◆ WORK TO COMPLETE ◆
Each entry needs to be retyped exactly.

◆ ENTRIES PROVIDED ◆
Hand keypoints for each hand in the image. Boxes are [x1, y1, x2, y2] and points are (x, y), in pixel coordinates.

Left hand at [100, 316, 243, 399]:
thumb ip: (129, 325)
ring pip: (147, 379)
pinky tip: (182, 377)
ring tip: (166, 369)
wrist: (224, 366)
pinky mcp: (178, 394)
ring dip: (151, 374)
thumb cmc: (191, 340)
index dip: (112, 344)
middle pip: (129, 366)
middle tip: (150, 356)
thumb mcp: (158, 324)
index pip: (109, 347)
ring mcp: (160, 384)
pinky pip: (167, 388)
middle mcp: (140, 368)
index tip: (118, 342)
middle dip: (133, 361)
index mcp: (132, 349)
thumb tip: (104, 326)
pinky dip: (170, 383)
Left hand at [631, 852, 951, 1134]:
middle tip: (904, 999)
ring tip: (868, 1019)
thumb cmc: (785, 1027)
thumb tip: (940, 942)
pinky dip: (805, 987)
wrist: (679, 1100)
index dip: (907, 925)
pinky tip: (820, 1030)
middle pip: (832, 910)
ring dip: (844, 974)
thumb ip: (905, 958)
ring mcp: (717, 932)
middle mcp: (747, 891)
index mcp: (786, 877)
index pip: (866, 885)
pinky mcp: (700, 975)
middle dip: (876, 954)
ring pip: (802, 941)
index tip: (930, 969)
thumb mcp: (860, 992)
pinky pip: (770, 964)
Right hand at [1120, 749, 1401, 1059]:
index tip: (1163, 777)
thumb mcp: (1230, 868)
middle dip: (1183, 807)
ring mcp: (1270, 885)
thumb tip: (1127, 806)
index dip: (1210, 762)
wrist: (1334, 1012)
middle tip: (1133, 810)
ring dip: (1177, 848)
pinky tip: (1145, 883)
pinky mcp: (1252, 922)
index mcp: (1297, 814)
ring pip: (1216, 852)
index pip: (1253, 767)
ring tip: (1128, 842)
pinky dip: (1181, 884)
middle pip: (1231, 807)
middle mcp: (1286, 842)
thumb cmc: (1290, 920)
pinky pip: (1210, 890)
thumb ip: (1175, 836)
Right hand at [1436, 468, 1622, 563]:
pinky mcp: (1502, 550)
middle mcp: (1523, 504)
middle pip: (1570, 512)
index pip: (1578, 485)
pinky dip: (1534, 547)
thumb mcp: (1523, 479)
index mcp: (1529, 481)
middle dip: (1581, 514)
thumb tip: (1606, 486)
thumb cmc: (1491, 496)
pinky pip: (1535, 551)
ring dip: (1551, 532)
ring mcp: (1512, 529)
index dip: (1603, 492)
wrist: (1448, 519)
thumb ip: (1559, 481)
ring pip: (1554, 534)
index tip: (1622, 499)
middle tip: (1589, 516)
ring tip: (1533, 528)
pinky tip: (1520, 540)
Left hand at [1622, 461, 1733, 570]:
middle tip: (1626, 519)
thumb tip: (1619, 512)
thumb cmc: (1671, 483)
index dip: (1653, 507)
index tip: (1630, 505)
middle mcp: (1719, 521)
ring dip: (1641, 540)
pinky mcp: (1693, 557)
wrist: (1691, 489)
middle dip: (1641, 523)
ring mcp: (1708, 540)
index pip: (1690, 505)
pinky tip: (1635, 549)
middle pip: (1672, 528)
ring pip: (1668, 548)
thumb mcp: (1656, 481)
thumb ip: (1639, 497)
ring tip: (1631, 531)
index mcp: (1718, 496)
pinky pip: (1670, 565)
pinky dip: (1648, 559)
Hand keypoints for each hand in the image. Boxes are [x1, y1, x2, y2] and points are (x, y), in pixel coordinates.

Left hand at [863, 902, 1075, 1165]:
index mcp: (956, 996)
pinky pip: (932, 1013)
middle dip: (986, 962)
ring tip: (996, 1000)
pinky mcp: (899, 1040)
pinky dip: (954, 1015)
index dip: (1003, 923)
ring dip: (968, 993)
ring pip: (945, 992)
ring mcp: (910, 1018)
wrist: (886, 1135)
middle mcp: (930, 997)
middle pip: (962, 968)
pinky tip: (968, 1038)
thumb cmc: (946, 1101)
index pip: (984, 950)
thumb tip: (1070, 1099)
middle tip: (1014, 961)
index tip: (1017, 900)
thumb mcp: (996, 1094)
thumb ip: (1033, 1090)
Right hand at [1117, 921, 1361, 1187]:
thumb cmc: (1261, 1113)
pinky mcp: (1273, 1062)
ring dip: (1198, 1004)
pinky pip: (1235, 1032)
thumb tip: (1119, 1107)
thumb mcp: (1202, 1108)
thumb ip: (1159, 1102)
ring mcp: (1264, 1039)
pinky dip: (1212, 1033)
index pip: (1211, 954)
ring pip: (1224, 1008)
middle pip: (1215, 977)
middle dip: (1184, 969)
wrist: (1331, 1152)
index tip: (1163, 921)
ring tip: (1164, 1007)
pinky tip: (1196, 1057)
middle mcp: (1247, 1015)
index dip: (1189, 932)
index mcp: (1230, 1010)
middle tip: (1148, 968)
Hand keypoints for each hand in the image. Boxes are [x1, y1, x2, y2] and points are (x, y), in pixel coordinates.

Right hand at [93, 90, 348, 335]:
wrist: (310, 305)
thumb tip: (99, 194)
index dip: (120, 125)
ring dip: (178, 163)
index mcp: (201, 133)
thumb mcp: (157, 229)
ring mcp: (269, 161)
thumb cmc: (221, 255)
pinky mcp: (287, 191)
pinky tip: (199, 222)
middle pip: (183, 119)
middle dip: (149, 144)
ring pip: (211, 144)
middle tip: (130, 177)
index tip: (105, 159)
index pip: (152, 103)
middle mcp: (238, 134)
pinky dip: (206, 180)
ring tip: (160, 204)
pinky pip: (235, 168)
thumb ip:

◆ SOLUTION TO THIS EXERCISE ◆
Hand keypoints for each hand in the image. Boxes are [x1, y1, x2, y2] and points are (x, y), in pixel coordinates.

Left hand at [100, 316, 243, 399]:
thumb ip: (129, 325)
ring pip: (147, 379)
pinky tip: (182, 377)
ring tip: (166, 369)
wrist: (224, 366)
pinky mcp: (178, 394)
ring dip: (151, 374)
thumb cmc: (191, 340)
index dip: (112, 344)
middle pip: (129, 366)
middle tip: (150, 356)
thumb mcp: (158, 324)
index pip: (109, 347)
ring mcp: (160, 384)
pinky pip: (167, 388)
middle mcp: (140, 368)
index tip: (118, 342)
middle dip: (133, 361)
index mcp: (132, 349)
thumb tip: (104, 326)
pinky dip: (170, 383)
Left hand at [631, 852, 951, 1134]:
middle tip: (904, 999)
ring tip: (868, 1019)
thumb cmc: (785, 1027)
thumb tip: (940, 942)
pinky dip: (805, 987)
wrist: (679, 1100)
index dip: (907, 925)
pinky tip: (820, 1030)
middle pip: (832, 910)
ring dip: (844, 974)
thumb ip: (905, 958)
ring mcp: (717, 932)
middle mcp: (747, 891)
index mcp: (786, 877)
index pip: (866, 885)
pinky mcp: (700, 975)
middle dip: (876, 954)
ring pip: (802, 941)
index tip: (930, 969)
thumb mcp: (860, 992)
pinky pip: (770, 964)
Right hand at [1120, 749, 1401, 1059]:
index tip: (1163, 777)
thumb mcp: (1230, 868)
middle dip: (1183, 807)
ring mcp: (1270, 885)
thumb tip: (1127, 806)
index dip: (1210, 762)
wrist: (1334, 1012)
middle tip: (1133, 810)
ring dip: (1177, 848)
pinky tip: (1145, 883)
pinky mcp: (1252, 922)
index mcp: (1297, 814)
ring pip: (1216, 852)
index pip: (1253, 767)
ring tip: (1128, 842)
pinky dip: (1181, 884)
middle pip: (1231, 807)
middle mcp: (1286, 842)
thumb cmc: (1290, 920)
pinky pip: (1210, 890)
thumb ip: (1175, 836)
Right hand at [1436, 468, 1622, 563]:
pinky mcp: (1502, 550)
middle mcp: (1523, 504)
middle pip: (1570, 512)
index pip: (1578, 485)
pinky dip: (1534, 547)
thumb mcp: (1523, 479)
index mcp: (1529, 481)
middle dip: (1581, 514)
thumb tip: (1606, 486)
thumb cmc: (1491, 496)
pinky pip: (1535, 551)
ring dip: (1551, 532)
ring mcp: (1512, 529)
index dip: (1603, 492)
wrist: (1448, 519)
thumb ip: (1559, 481)
ring pip: (1554, 534)
index tip: (1622, 499)
middle tip: (1589, 516)
ring tip: (1533, 528)
pinky tip: (1520, 540)
Left hand at [1622, 461, 1733, 570]:
middle tip: (1626, 519)
thumb tip: (1619, 512)
thumb cmc: (1671, 483)
index dip: (1653, 507)
index tip: (1630, 505)
middle mcp: (1719, 521)
ring dip: (1641, 540)
pinky mcp: (1693, 557)
wrist: (1691, 489)
middle dip: (1641, 523)
ring mcp: (1708, 540)
index pip: (1690, 505)
pinky tip: (1635, 549)
middle pip: (1672, 528)
ring pip: (1668, 548)
thumb mcp: (1656, 481)
thumb ip: (1639, 497)
ring tip: (1631, 531)
index mcp: (1718, 496)
pinky pip: (1670, 565)
pinky dip: (1648, 559)
Hand keypoints for each hand in the image. Boxes are [x1, y1, x2, y2] and points are (x, y), in pixel coordinates.

Left hand at [863, 902, 1075, 1165]:
index mcp: (956, 996)
pinky pip: (932, 1013)
middle dip: (986, 962)
ring tip: (996, 1000)
pinky mcp: (899, 1040)
pinky dip: (954, 1015)
index dip: (1003, 923)
ring dip: (968, 993)
ring pip: (945, 992)
ring mcp: (910, 1018)
wrist: (886, 1135)
middle mcp: (930, 997)
middle pip: (962, 968)
pinky tip: (968, 1038)
thumb cmc: (946, 1101)
index pip: (984, 950)
thumb tip: (1070, 1099)
middle tip: (1014, 961)
index tip: (1017, 900)
thumb mcp: (996, 1094)
thumb ip: (1033, 1090)
Right hand at [1117, 921, 1361, 1187]:
thumb cmc: (1261, 1113)
pinky mcp: (1273, 1062)
ring dip: (1198, 1004)
pinky pip: (1235, 1032)
thumb tip: (1119, 1107)
thumb mcp: (1202, 1108)
thumb ip: (1159, 1102)
ring mcp: (1264, 1039)
pinky dip: (1212, 1033)
index pip: (1211, 954)
ring pip: (1224, 1008)
middle pip: (1215, 977)
middle dip: (1184, 969)
wrist: (1331, 1152)
index tip: (1163, 921)
ring tip: (1164, 1007)
pinky tip: (1196, 1057)
middle mcp: (1247, 1015)
index dip: (1189, 932)
index mcp: (1230, 1010)
middle tip: (1148, 968)
Hand keypoints for each hand in the image. Boxes are [x1, y1, x2, y2] and points are (x, y), in pixel coordinates.

Right hand at [93, 90, 348, 335]:
wrist: (310, 305)
thumb tip: (99, 194)
index dip: (120, 125)
ring dip: (178, 163)
index mcp: (201, 133)
thumb mcp: (157, 229)
ring mcp: (269, 161)
thumb cmc: (221, 255)
pinky mcp: (287, 191)
pinky tip: (199, 222)
middle pip: (183, 119)
middle dip: (149, 144)
ring pip: (211, 144)
middle tip: (130, 177)
index tip: (105, 159)
index pip: (152, 103)
middle mcp: (238, 134)
pinky dip: (206, 180)
ring tip: (160, 204)
pinky pip: (235, 168)
thumb ip:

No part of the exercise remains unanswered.